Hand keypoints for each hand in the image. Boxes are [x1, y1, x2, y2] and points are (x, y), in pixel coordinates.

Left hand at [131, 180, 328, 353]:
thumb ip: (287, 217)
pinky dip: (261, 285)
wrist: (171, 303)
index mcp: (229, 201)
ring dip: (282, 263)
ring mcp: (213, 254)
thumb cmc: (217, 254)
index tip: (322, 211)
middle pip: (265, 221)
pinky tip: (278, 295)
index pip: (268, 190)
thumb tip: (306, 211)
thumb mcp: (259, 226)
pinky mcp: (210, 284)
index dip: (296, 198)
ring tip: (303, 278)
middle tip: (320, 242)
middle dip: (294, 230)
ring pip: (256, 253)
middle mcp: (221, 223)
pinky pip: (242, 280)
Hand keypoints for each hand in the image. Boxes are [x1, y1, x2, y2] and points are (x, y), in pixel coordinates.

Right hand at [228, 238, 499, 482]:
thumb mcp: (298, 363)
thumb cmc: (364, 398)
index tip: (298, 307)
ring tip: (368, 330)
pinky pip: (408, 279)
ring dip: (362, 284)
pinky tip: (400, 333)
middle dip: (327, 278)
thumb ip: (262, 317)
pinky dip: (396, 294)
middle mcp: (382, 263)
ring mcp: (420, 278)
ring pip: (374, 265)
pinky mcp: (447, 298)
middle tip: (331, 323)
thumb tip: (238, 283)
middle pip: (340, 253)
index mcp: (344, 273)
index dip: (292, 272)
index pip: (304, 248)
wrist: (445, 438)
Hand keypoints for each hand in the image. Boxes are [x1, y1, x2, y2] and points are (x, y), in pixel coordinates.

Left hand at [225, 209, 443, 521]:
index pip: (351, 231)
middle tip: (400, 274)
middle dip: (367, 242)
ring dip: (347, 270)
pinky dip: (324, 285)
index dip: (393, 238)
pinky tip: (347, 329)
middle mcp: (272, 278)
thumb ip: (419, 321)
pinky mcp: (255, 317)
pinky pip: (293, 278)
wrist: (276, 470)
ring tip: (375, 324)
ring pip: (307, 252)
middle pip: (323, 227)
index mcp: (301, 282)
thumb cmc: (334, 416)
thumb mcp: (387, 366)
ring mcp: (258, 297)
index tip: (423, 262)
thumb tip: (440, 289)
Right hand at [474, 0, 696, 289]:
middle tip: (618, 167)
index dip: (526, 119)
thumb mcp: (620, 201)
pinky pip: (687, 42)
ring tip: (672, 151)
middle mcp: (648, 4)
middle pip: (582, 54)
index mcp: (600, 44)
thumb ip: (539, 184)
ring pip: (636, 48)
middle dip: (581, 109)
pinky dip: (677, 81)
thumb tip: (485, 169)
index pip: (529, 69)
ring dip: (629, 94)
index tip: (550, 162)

- **Exercise description**
Word for word, restate the lines of the listing above starting at the line with "ring dip: (362, 284)" and ending at the line with "middle tip: (400, 274)", and nothing outside them.

- **Your solution**
ring dip: (362, 284)
pinky tip: (400, 333)
middle dip: (327, 278)
thumb ip: (262, 317)
pinky dip: (396, 294)
middle mcp: (382, 263)
ring mcp: (420, 278)
ring pip: (374, 265)
pinky mcp: (447, 298)
middle tip: (331, 323)
thumb tip: (238, 283)
middle pip: (340, 253)
index mcp: (344, 273)
index dip: (292, 272)
index pip: (304, 248)
wrist: (445, 438)
Hand keypoints for each hand in the image. Boxes are [x1, y1, x2, y2] and points are (x, y), in pixel coordinates.

Left hand at [225, 209, 443, 521]:
index pip: (351, 231)
middle tip: (400, 274)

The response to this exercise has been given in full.